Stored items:
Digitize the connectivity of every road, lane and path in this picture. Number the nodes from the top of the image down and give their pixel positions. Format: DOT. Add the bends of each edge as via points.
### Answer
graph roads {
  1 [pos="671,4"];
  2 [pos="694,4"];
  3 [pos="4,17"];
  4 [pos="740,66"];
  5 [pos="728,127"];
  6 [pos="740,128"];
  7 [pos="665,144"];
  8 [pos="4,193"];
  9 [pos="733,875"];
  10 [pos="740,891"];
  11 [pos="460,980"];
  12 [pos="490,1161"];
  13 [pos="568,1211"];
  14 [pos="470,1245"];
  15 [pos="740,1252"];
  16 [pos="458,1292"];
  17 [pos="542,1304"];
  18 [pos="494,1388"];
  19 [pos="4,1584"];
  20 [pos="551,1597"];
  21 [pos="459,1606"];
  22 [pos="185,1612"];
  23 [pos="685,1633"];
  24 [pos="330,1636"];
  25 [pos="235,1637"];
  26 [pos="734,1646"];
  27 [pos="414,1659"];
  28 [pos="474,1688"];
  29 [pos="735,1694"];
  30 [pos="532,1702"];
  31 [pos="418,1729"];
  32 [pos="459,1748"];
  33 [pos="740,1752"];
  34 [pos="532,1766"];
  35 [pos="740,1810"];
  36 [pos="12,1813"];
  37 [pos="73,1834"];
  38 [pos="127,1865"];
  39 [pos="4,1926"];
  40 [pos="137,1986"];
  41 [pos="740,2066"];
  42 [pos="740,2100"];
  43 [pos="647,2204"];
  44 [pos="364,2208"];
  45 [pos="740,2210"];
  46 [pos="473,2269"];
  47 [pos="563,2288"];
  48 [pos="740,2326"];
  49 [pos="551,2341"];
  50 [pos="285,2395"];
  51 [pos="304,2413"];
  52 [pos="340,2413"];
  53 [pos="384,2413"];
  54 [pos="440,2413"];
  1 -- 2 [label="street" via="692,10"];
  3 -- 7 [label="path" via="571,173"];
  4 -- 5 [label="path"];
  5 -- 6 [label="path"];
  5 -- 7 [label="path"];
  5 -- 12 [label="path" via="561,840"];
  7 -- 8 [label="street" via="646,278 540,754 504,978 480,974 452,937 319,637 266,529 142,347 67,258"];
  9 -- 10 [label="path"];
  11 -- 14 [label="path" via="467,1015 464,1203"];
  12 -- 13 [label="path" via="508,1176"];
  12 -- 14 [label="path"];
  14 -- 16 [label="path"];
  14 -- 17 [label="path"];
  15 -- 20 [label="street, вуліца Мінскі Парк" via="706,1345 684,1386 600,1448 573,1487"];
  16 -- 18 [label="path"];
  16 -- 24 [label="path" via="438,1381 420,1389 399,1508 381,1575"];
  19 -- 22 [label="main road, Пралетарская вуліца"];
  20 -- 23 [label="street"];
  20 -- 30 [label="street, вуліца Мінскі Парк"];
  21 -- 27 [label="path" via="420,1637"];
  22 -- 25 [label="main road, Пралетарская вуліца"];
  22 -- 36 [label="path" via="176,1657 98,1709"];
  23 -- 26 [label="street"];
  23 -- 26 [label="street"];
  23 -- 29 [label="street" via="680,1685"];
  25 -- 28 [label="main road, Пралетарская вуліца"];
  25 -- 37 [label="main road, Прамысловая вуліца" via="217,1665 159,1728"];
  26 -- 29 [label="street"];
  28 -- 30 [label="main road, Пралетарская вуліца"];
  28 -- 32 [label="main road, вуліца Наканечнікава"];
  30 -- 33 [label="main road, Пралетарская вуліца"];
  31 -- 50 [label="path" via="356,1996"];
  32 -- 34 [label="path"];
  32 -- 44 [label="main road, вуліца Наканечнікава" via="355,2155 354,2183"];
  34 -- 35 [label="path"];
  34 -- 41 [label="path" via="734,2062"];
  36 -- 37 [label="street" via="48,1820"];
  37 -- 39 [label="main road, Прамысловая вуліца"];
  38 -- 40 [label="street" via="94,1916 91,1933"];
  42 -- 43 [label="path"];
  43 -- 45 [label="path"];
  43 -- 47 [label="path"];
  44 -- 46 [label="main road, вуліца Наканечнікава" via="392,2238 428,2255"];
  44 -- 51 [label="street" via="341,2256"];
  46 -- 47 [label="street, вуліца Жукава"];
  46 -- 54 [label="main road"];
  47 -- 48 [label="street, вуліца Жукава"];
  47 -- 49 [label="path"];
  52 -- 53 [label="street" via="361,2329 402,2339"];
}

DESCRIPTION OF THE TASK: For the string "Наканечнікава", go through the entries above and copy each line where it occurs.

TASK RESULT:
  28 -- 32 [label="main road, вуліца Наканечнікава"];
  32 -- 44 [label="main road, вуліца Наканечнікава" via="355,2155 354,2183"];
  44 -- 46 [label="main road, вуліца Наканечнікава" via="392,2238 428,2255"];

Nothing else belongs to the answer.